Grace's Guide is the leading source of historical information on industry and manufacturing in Britain. This web publication contains 133,390 pages of information and 211,458 images on early companies, their products and the people who designed and built them.
of Bridewell Place, London, EC4. Telephone: City 9407 (8 lines). Cables: "Noncurling, London". Mills in Camberwell, Surrey and Tillicoultry, Scotland. (1929)
of New Bridge Street, London, EC4. Telephone: Central 6500. Cables: "Non-curling, London". (1947)
Mills also at Letchworth and St Neots and Ware
1810 Company founded by Edward Jones
Business expanded under Edward's son Samuek
1868 Samuel Jones purchased 67 and 69 Peckham Grove for use as the centre for his stationery business
Samuel Jones ran the company for a further six years before he relinquished control of the organisation to his son James. However the company continued under Samuel’s name and thrived from its Peckham base.
1874 Edward's grandson James Jones founded the partnership: Samuel Jones and Co, trading principally in gummed paper.
1905 The factory acquired patents that allowed it to start producing non-curling gummed paper. This enabled the firm to produce blank paper with a gummed back, as opposed to putting the gummed adhesive on printed sheets. (The gummed paper was predominately used for posters but also used on stamps, and in more recent incarnations such as post-it notes and stickers). The paper was mass produced and distributed to printers to use as they wished.

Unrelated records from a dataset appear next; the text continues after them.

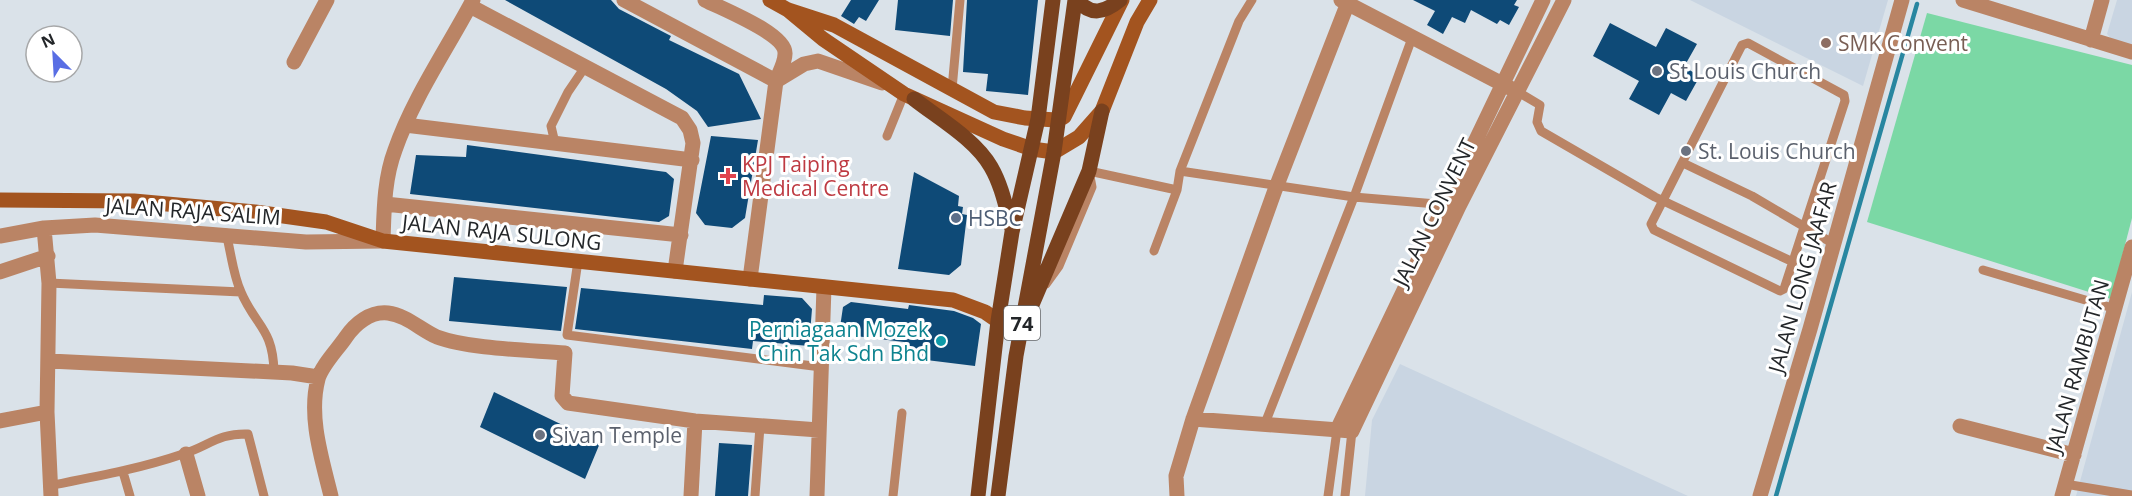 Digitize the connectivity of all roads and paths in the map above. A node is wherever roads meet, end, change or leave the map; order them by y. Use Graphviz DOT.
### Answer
graph roads {
  1 [pos="327,0"];
  2 [pos="624,0"];
  3 [pos="705,0"];
  4 [pos="770,0"];
  5 [pos="960,0"];
  6 [pos="1053,0"];
  7 [pos="1076,0"];
  8 [pos="1121,0"];
  9 [pos="1150,0"];
  10 [pos="1252,0"];
  11 [pos="1543,0"];
  12 [pos="1564,0"];
  13 [pos="1902,0"];
  14 [pos="1963,0"];
  15 [pos="2102,0"];
  16 [pos="1345,1"];
  17 [pos="472,3"];
  18 [pos="788,10"];
  19 [pos="1412,38"];
  20 [pos="2091,40"];
  21 [pos="2132,52"];
  22 [pos="294,62"];
  23 [pos="585,67"];
  24 [pos="776,81"];
  25 [pos="1500,83"];
  26 [pos="888,85"];
  27 [pos="952,89"];
  28 [pos="1518,92"];
  29 [pos="909,96"];
  30 [pos="1102,111"];
  31 [pos="1038,119"];
  32 [pos="1056,120"];
  33 [pos="405,125"];
  34 [pos="887,136"];
  35 [pos="555,143"];
  36 [pos="1032,149"];
  37 [pos="1054,152"];
  38 [pos="692,160"];
  39 [pos="1683,163"];
  40 [pos="1089,171"];
  41 [pos="1180,171"];
  42 [pos="1278,187"];
  43 [pos="1177,189"];
  44 [pos="1354,197"];
  45 [pos="0,200"];
  46 [pos="1664,200"];
  47 [pos="385,204"];
  48 [pos="1451,206"];
  49 [pos="44,228"];
  50 [pos="1806,228"];
  51 [pos="1012,232"];
  52 [pos="226,233"];
  53 [pos="681,235"];
  54 [pos="0,236"];
  55 [pos="383,241"];
  56 [pos="1834,244"];
  57 [pos="2132,247"];
  58 [pos="1154,251"];
  59 [pos="48,256"];
  60 [pos="578,261"];
  61 [pos="1793,262"];
  62 [pos="1983,270"];
  63 [pos="675,271"];
  64 [pos="0,272"];
  65 [pos="750,279"];
  66 [pos="49,283"];
  67 [pos="824,287"];
  68 [pos="241,292"];
  69 [pos="2116,309"];
  70 [pos="998,321"];
  71 [pos="1016,356"];
  72 [pos="50,361"];
  73 [pos="821,367"];
  74 [pos="274,372"];
  75 [pos="318,377"];
  76 [pos="47,412"];
  77 [pos="902,413"];
  78 [pos="1193,419"];
  79 [pos="0,421"];
  80 [pos="695,421"];
  81 [pos="760,426"];
  82 [pos="1264,426"];
  83 [pos="1960,426"];
  84 [pos="819,430"];
  85 [pos="1344,431"];
  86 [pos="186,454"];
  87 [pos="2074,455"];
  88 [pos="123,472"];
  89 [pos="2063,490"];
  90 [pos="50,491"];
  91 [pos="2132,495"];
  92 [pos="130,496"];
  93 [pos="198,496"];
  94 [pos="264,496"];
  95 [pos="332,496"];
  96 [pos="691,496"];
  97 [pos="755,496"];
  98 [pos="817,496"];
  99 [pos="893,496"];
  100 [pos="978,496"];
  101 [pos="998,496"];
  102 [pos="1177,496"];
  103 [pos="1328,496"];
  104 [pos="1345,496"];
  105 [pos="1760,496"];
  1 -- 22 [label="street"];
  2 -- 24 [label="street"];
  3 -- 24 [label="street"];
  4 -- 18 [label="street"];
  5 -- 27 [label="lane"];
  6 -- 31 [label="main road, 74"];
  7 -- 8 [label="main road"];
  7 -- 32 [label="main road, 74"];
  8 -- 32 [label="street"];
  9 -- 30 [label="street"];
  10 -- 41 [label="lane"];
  11 -- 25 [label="street, JALAN CONVENT"];
  12 -- 28 [label="street, JALAN CONVENT"];
  13 -- 56 [label="street, JALAN LONG JAAFAR"];
  14 -- 20 [label="street"];
  15 -- 20 [label="street"];
  16 -- 19 [label="street"];
  16 -- 42 [label="street"];
  17 -- 23 [label="street"];
  17 -- 33 [label="street"];
  18 -- 26 [label="street"];
  18 -- 27 [label="street"];
  19 -- 25 [label="street"];
  19 -- 44 [label="lane"];
  20 -- 21 [label="street"];
  23 -- 35 [label="lane"];
  23 -- 38 [label="street"];
  24 -- 26 [label="street"];
  24 -- 65 [label="street"];
  25 -- 28 [label="street"];
  25 -- 48 [label="street, JALAN CONVENT"];
  26 -- 29 [label="street"];
  27 -- 31 [label="street"];
  28 -- 46 [label="lane"];
  28 -- 48 [label="street, JALAN CONVENT"];
  29 -- 34 [label="lane"];
  29 -- 36 [label="street"];
  29 -- 51 [label="main road"];
  30 -- 37 [label="street"];
  30 -- 40 [label="main road"];
  31 -- 32 [label="street"];
  31 -- 36 [label="main road, 74"];
  32 -- 37 [label="main road, 74"];
  33 -- 35 [label="street"];
  33 -- 47 [label="street"];
  35 -- 38 [label="street"];
  36 -- 37 [label="street"];
  36 -- 51 [label="main road, 74"];
  37 -- 71 [label="main road, 74"];
  38 -- 53 [label="street"];
  39 -- 46 [label="lane"];
  39 -- 50 [label="lane"];
  39 -- 50 [label="lane"];
  40 -- 43 [label="lane"];
  40 -- 71 [label="main road"];
  41 -- 42 [label="lane"];
  41 -- 43 [label="lane"];
  42 -- 44 [label="lane"];
  42 -- 78 [label="street"];
  43 -- 58 [label="lane"];
  44 -- 48 [label="lane"];
  44 -- 82 [label="lane"];
  45 -- 55 [label="street, JALAN RAJA SULONG"];
  46 -- 61 [label="lane"];
  46 -- 61 [label="lane"];
  47 -- 53 [label="street"];
  47 -- 55 [label="street"];
  48 -- 85 [label="street, JALAN CONVENT"];
  49 -- 52 [label="street, JALAN RAJA SALIM"];
  49 -- 54 [label="street, JALAN RAJA SALIM"];
  49 -- 59 [label="street"];
  50 -- 56 [label="lane"];
  50 -- 61 [label="lane"];
  51 -- 70 [label="main road, 74"];
  52 -- 55 [label="street, JALAN RAJA SALIM"];
  52 -- 68 [label="lane"];
  53 -- 63 [label="street"];
  55 -- 60 [label="street, JALAN RAJA SULONG"];
  56 -- 105 [label="street, JALAN LONG JAAFAR"];
  57 -- 69 [label="street, JALAN RAMBUTAN"];
  59 -- 64 [label="street"];
  59 -- 66 [label="street"];
  60 -- 63 [label="street, JALAN RAJA SULONG"];
  60 -- 73 [label="lane"];
  62 -- 69 [label="lane"];
  63 -- 65 [label="street, JALAN RAJA SULONG"];
  65 -- 67 [label="street, JALAN RAJA SULONG"];
  66 -- 68 [label="lane"];
  66 -- 72 [label="street"];
  67 -- 70 [label="street, JALAN RAJA SULONG"];
  67 -- 73 [label="street"];
  68 -- 74 [label="lane"];
  69 -- 87 [label="street, JALAN RAMBUTAN"];
  70 -- 100 [label="main road, 74"];
  71 -- 101 [label="main road, 74"];
  72 -- 74 [label="street"];
  72 -- 76 [label="street"];
  73 -- 84 [label="street"];
  74 -- 75 [label="street"];
  75 -- 80 [label="street"];
  75 -- 95 [label="street"];
  76 -- 79 [label="street"];
  76 -- 90 [label="street"];
  77 -- 99 [label="lane"];
  78 -- 82 [label="street"];
  78 -- 102 [label="street"];
  80 -- 81 [label="street"];
  80 -- 96 [label="street"];
  81 -- 84 [label="street"];
  81 -- 97 [label="lane"];
  82 -- 85 [label="street"];
  83 -- 87 [label="street"];
  84 -- 98 [label="street"];
  85 -- 103 [label="lane"];
  85 -- 104 [label="lane"];
  86 -- 88 [label="lane"];
  86 -- 93 [label="street"];
  86 -- 94 [label="lane"];
  87 -- 89 [label="street, JALAN RAMBUTAN"];
  88 -- 90 [label="lane"];
  88 -- 92 [label="lane"];
  89 -- 91 [label="lane"];
} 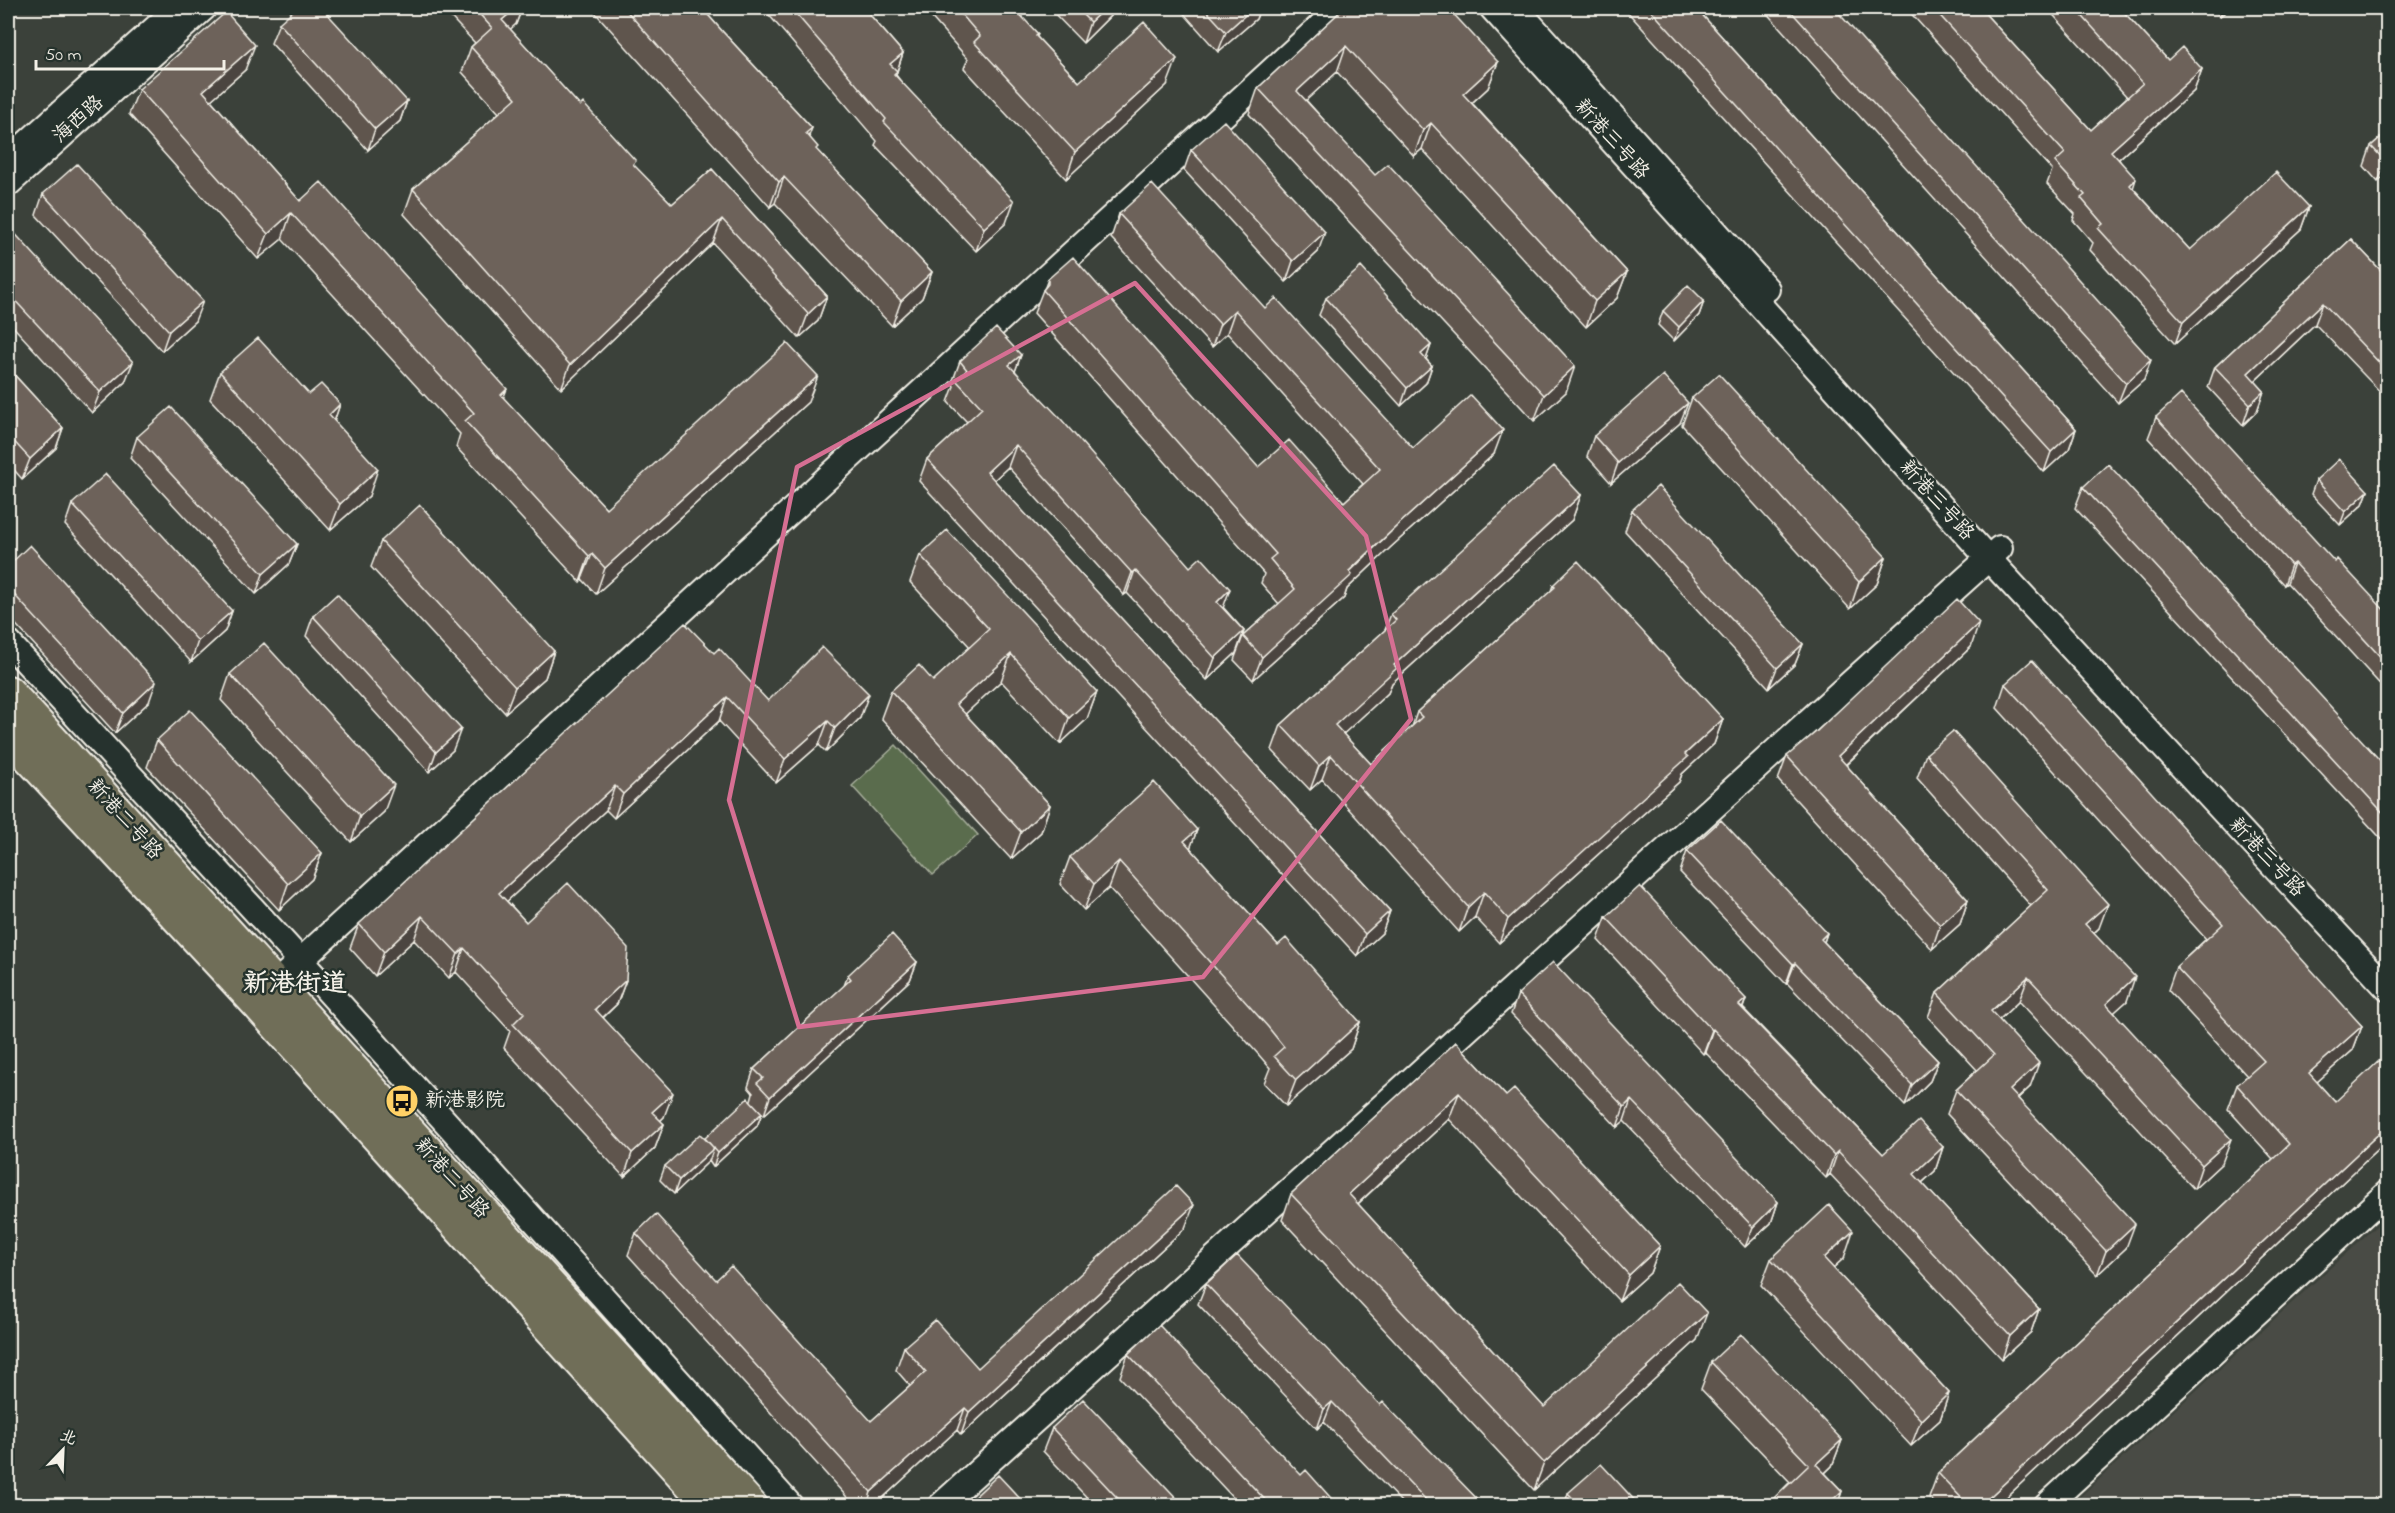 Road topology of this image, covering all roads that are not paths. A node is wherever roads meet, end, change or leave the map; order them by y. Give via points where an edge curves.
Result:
1 (178, 8) edge
2 (204, 8) edge
3 (1340, 8) edge
4 (1492, 8) edge
5 (1516, 8) edge
6 (8, 160) edge
7 (8, 184) edge
8 (1994, 553) junction
9 (8, 642) edge
10 (8, 692) edge
11 (8, 734) edge
12 (300, 960) junction
13 (2388, 969) edge
14 (2388, 988) edge
15 (265, 993) junction
16 (2388, 1192) edge
17 (711, 1506) edge
18 (751, 1506) edge
19 (791, 1506) edge
20 (940, 1506) edge
21 (2046, 1506) edge

1 - 6 street, 海西路
2 - 7 street, 海西路
3 - 12 street
4 - 8 street, 新港三号路
5 - 8 street, 新港三号路
8 - 13 street, 新港三号路
8 - 14 street, 新港三号路
8 - 20 street
9 - 12 street
10 - 15 main road, 新港二号路
11 - 15 main road, 新港二号路
12 - 15 street
12 - 19 street
15 - 17 main road, 新港二号路
15 - 18 main road, 新港二号路
16 - 21 street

Business increased and the company expanded.
1912 The factory and firm adopted the Camberwell Beauty butterfly emblem. (Two specimens were first caught in England in 1748, in Coldharbour Lane). The firm adopted the logo to demonstrate the possibility of printing several different colours on one piece of paper.
1920 Private limited company Samuel Jones and Co Ltd
Two subsidiaries - Samuel Jones and Co (Engineering) Ltd and Samuel Jones and Co (Export Ltd
By the 1920s the factory at 67 had expanded into a complex of buildings that spanned Southampton Way and was one of the key employers in the area.
1924 The firm won a ten year contract to gum British postage stamps.
1924 Acquired Samuel Jones and Co (Devonvale) Ltd, a company formed in 1920 jointly with a Scottish producer.
1929 British Industries Fair Advert for Noncurling Gummed Papers; various other papers; 'and many Stationery lines'. Manufacturers of Gummed and Coated Papers, Cover Papers, Fancy Papers. "Nulli Secundus" Stationery Lines, including Bottle Gum, Passe-Partout** Materials, Gummed Tapes for Household and Commercial Use, Sealing Machines, Label Damping Devices. (Stationery Section - Stand No. R.23) 
1937 Adhesives and adhesive tape manufacturers. 
1945 They became the first company to produce self-adhesive labels in the UK.
1946 Established mills at Letchworth
1947 Listed Exhibitor - British Industries Fair. Manufacturers of Gummed and Coated Papers, Gumstrip Sealing Tapes and Sealing Machines, Printed Gumstrip, Resin Coated and Impregnated papers, Adhesives, Self-Adhesive Tapes, Stationery Products, Fancy Papers, Envelopes, Printings, Writings, Cover Papers. (Olympia, 1st Floor, Stand No. H.2141) 
1948 Established Samuel Jones and Co (Holdings) Ltd
1955 Established mills at Ware
1960s They worked with London Transport to develop oxide ticket material which was used for tube and bus tickets. They also experimented with the development of fire extinguishers, and own patents in this area.
1961 Manufacturers of gummed and coated papers and adhesives, also wholesale stationers. 2,700 employees. 
1966 Samuel Jones and Co became part of the Wiggins Teape Group and, in turn, part of Princeton Packaging.
1982 The firm left the Camberwell area, but the mosaic of the Camberwell Beauty remains to adorn the side of Lynn Boxing Club on Wells Way.
c.1804 The first British paper-making machine was built for the Okestubbe Mill near St. Neots in Huntingdonshire, which enabled paper to be produced very much more rapidly.